Les premières observations en Côte d’Ivoire font état d’une prévalence assez élevée de condylomes (verrues génitales ou anales dues au papillomavirus-HPV) et sur les 80 premiers enrôlés, 4 patients sont déjà devenus séropositifs pour le VIH. Elles indiquent aussi que « la population des MSM ivoiriens se déplace dans toute la région jusqu’au Maroc ou au Mali selon les lieux d’intérêts, fêtes, carnavals ou autres où des rencontres peuvent avoir lieu, explique le Dr Camille Anoma, investigateur de la cohorte CohMSM. Plusieurs études ont montré que cette population était très touchée. La prise en charge des IST et l’utilisation du préservatif ont fait chuter l’incidence du VIH. »

Trouver une écoute

En Côte d’Ivoire, l’étude repose sur la clinique de Confiance, à Abidjan, une structure de prise en charge pour la prévention et les soins, ouverte en 1992. Gérée par l’Espace Confiance, une organisation non gouvernementale coordonnée par le Dr Camille Anoma, elle est tournée vers des populations – notamment les professionnels du sexe, les hommes ayant des rapports homosexuels et les usagers de drogues – qui ont du mal à trouver la même écoute dans les structures officielles.

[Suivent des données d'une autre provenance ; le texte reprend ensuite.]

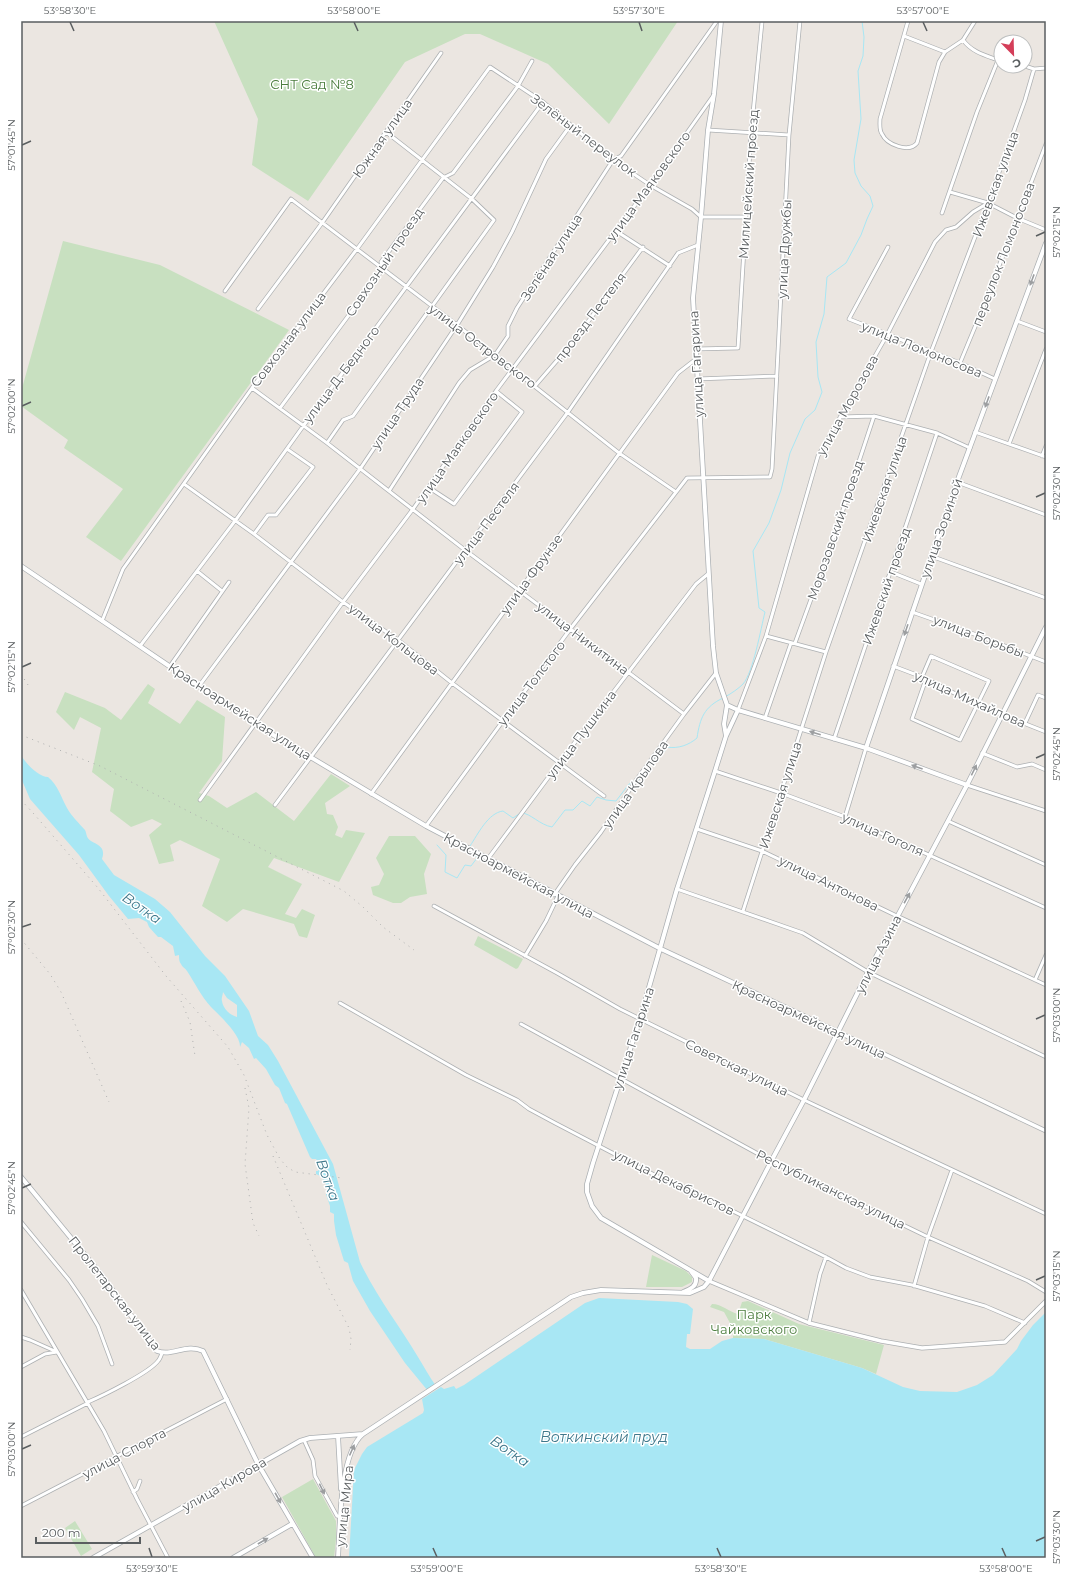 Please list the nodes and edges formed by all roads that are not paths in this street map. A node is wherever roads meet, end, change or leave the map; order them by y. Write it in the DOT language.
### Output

« Il est presque impossible d’exprimer son mal auprès d’un médecin à l’hôpital, car d’emblée tu es jugé sur ton apparence. C’est différent à l’Espace Confiance où nous pouvons parler de toutes les maladies et de notre homosexualité ouvertement. Quand on en parle à d’autres homosexuels, ils sont étonnés qu’un tel endroit existe », confie Julien, un étudiant âgé de 24 ans, patient de la clinique depuis 2011 et qui participe à la cohorte.

Il n’est pas facile pour un habitant d’une petite ville, ayant des rapports homosexuels, de se confier au médecin qui connaît toute sa famille, ajoute Julien. « L’une des premières difficultés est la distance, prévient-il. Le coût des transports est le premier frein à se déplacer jusqu’à la clinique de Confiance. » La structure bénéficie de financements du Sidaction et de Aides.

« La cohorte donnera lieu à des publications scientifiques mais servira également à un plaidoyer contre la stigmatisation des homosexuels et des professionnels du sexe. Plus elle sera visible, mieux nous nous porterons », confie le Dr Anoma.